Isolation and cultivation of ventricular cardiomyocytes
Ventricular myocytes were isolated from five-month old female mice according to an established protocol (Louch et al., 2011). Briefly, the hearts were excised, cannulated and retrogradely perfused on a Langendorff system as described above. 150 µl of heparin (2,000 units/ml) was injected 15 minutes before the heart removal to prevent blood coagulation. To isolate the cardiomyocytes, hearts were perfused at 37°C for 20 minutes with a Ca2+-free solution composed of (in mmol/ liter): 130 NaCl, 5 KCL, 0.5 NaH2PO4, 10 HEPES, 10 Glucose, 10 2,3 butanedione monoxime (BDM), 10 Taurine, 1 MgCl2 (pH 7.4, adjusted with NaOH). Cells were enzymatically dissociated using a cocktail of collagenase type II (210 U/ml, Worthington), collagenase type IV (260 U/ml, Worthington) and protease type XIV (0.21 U/ml; Sigma-Aldrich).

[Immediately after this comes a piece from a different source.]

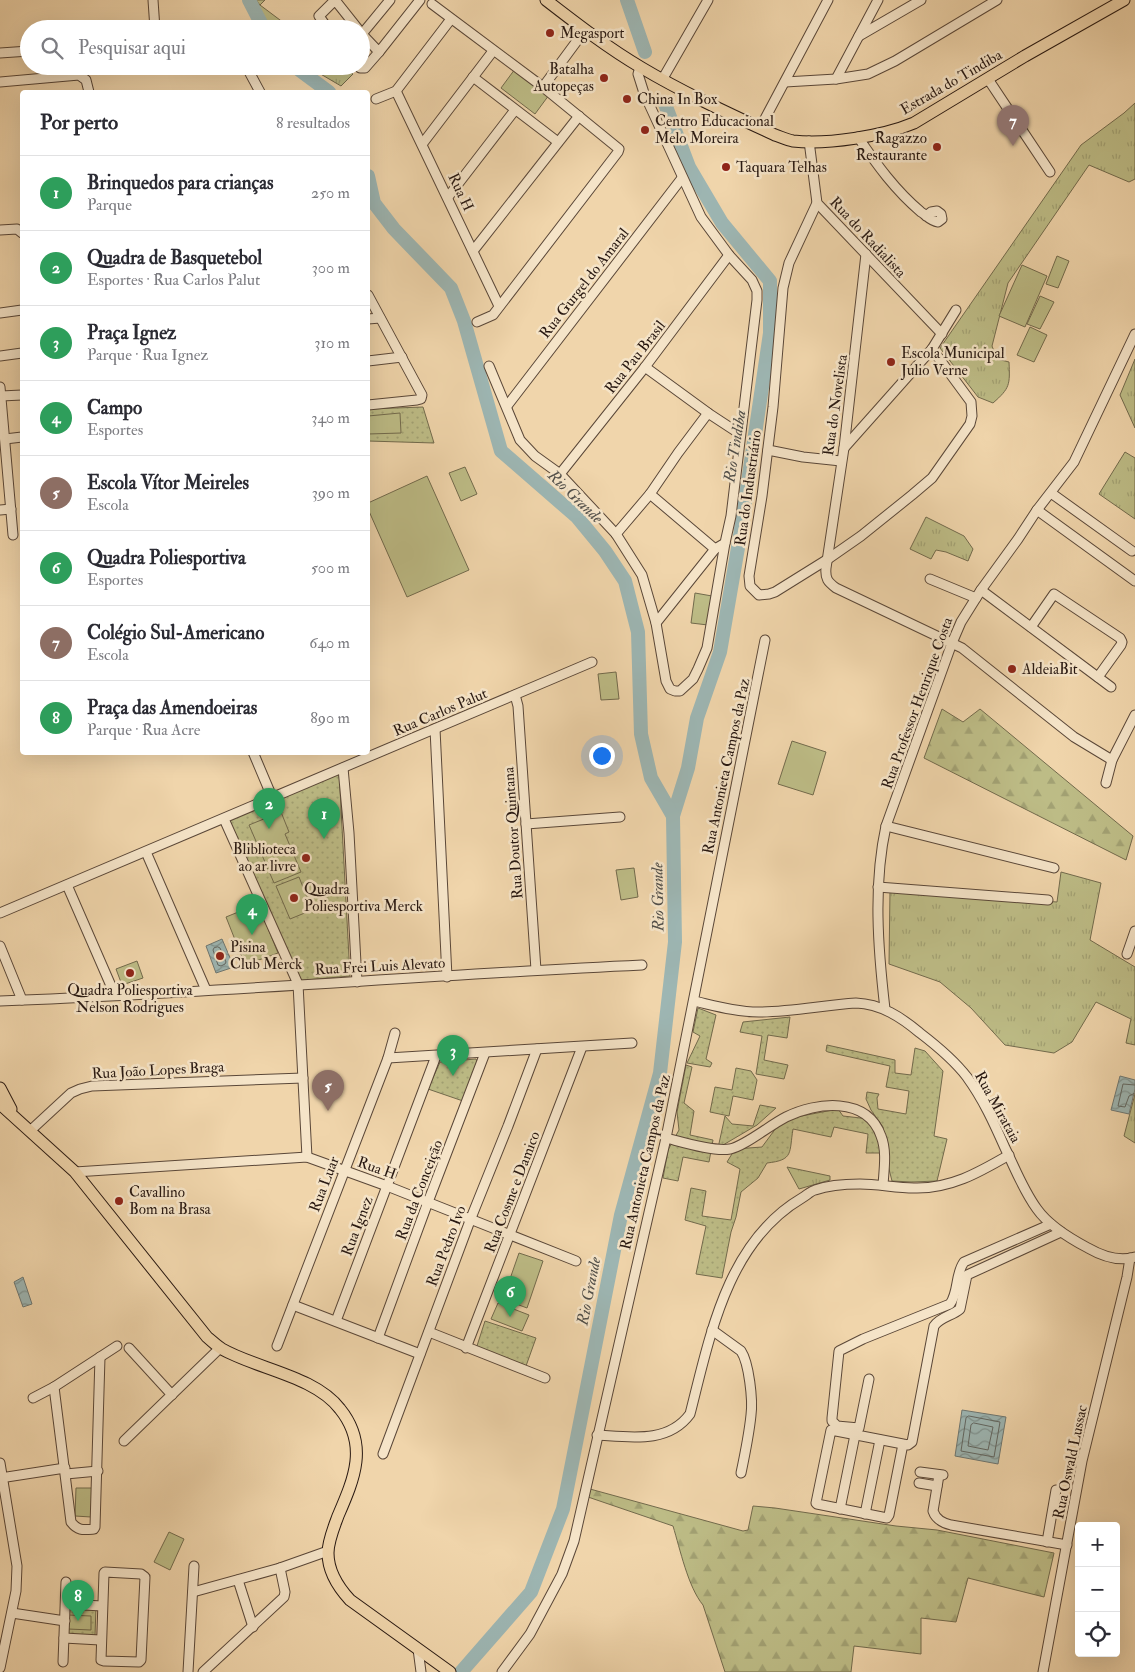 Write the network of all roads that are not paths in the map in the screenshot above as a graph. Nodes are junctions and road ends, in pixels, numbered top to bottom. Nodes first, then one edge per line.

After isolation, cardiomyocytes were separated by gravity settling and Ca2+ was restored to a final concentration of 1 mmol/L. The cardiomyocytes were finally plated onto laminin-coated coverslips (5 μg/ml, Thermo Scientific) and cultured in the M-199 medium supplemented with bovine serum albumin (BSA; 0.1 % - A1470, Sigma-Aldrich), BDM (10 mmol/L), insulin, transferrin, selenium (ITS; I3146 - Sigma-Aldrich), CD lipid (11905-031 - Sigma-Aldrich) and penicillin / streptomycin mix (1 %).
Cell culture, adenoviral transduction, and inos−/− and arg-ii−/− macrophages
Human cardiac fibroblasts (HCF) from adult human heart tissue were purchased from Innoprot (P10452) and cultured in the proprietary fibroblast culture medium (P60108-2, Innoprot) composed as follow: 500 ml of fibroblast basal medium, 25 ml of FBS, 5 ml of fibroblast growth supplement-2, and 5 ml of penicillin/streptomycin in the Poly-L-Lysine (PLL) coated flasks and dishes. The cells were maintained at 37°C in a humidified incubator (5% CO2 and 95% atmosphere air). To overexpress arg-ii, the cells were seeded on 6-cm dishes for 24 hours and transduced with rAd-CMV-Con/arg-ii for 48 hours as described previously (Ming et al., 2012).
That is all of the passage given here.